In your case, the most recent example that comes to mind in which we had a lengthy discussion, is with regards to riemann integrable functions, which are similar to, but not exactly the same as, the integral that is taught in most high schools calculus concepts. I think that others who saw the problem and solution discussion, gained a lot from seeing these differences.

Just like complex exponentiation, the complex logarithm is a multi-valued function. What you're essentially saying by "without a pre-established domain", is that we haven't chosen a principle branch. In such a scenario, I default to the "typical" branch (which is the same branch that I take for complex exponentiation), namely

As such, this gives us \( \log_{-6} ( -6 ) = 1 \).

In fact, in this particular case, because the terms are the same (and non-1, non-0), no matter what branch we choose, since the value of \( \ln (-6 ) \) is fixed in our given branch, we have \( \log_{-6} { -6} = \frac{ \ln -6 } { \ln -6 } = 1 \).

More generally, when talking about multiple valued functions, the equality sign means that "there is some value on the LHS that is equal to some value of the RHS". Unfortunately, mathematicians do not distinguish between these and the typical "equality sign means that these are exactly equal".

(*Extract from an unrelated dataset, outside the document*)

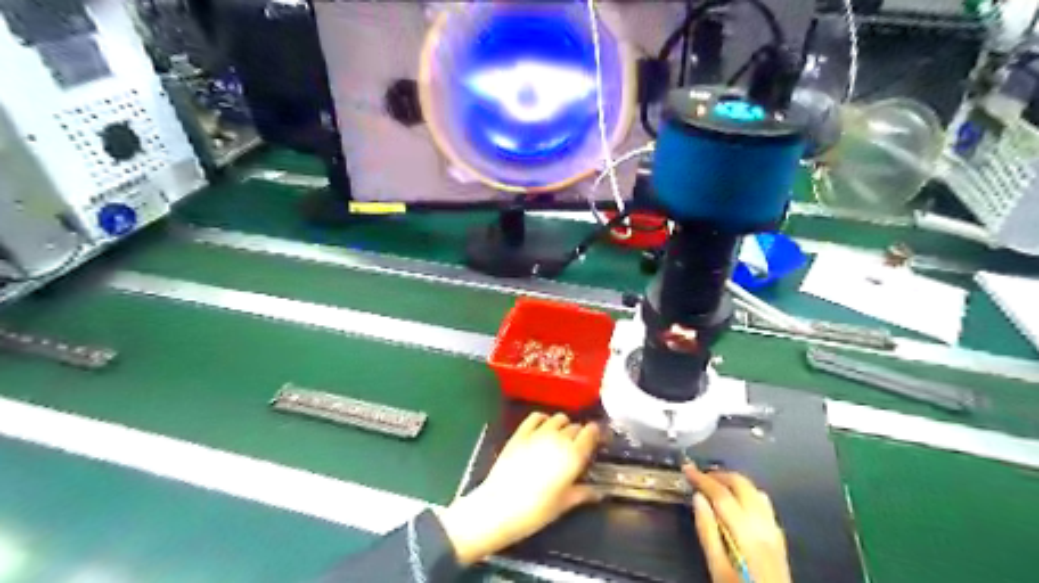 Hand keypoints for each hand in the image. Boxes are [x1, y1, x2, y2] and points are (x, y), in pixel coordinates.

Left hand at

A common misconception is:

\[ i = \frac{ i } { 1} = \frac{ \sqrt{-1} } { \sqrt{1} } = \frac{ \sqrt{ \frac{-1 } { 1 } } } = \sqrt{ \frac{ 1} { -1} } = \frac{ \sqrt{1} } { \sqrt{ -1 } } = \frac{1}{i} = -i \]

In this case, if we abandon the principle square root idea, and instead interpret square roots as a multiple-valued function, then by tracking which equality signs are "actual equal terms" vs "equal in the multiple-valued function sense", then you would be able to see how we arrived at such a contradiction.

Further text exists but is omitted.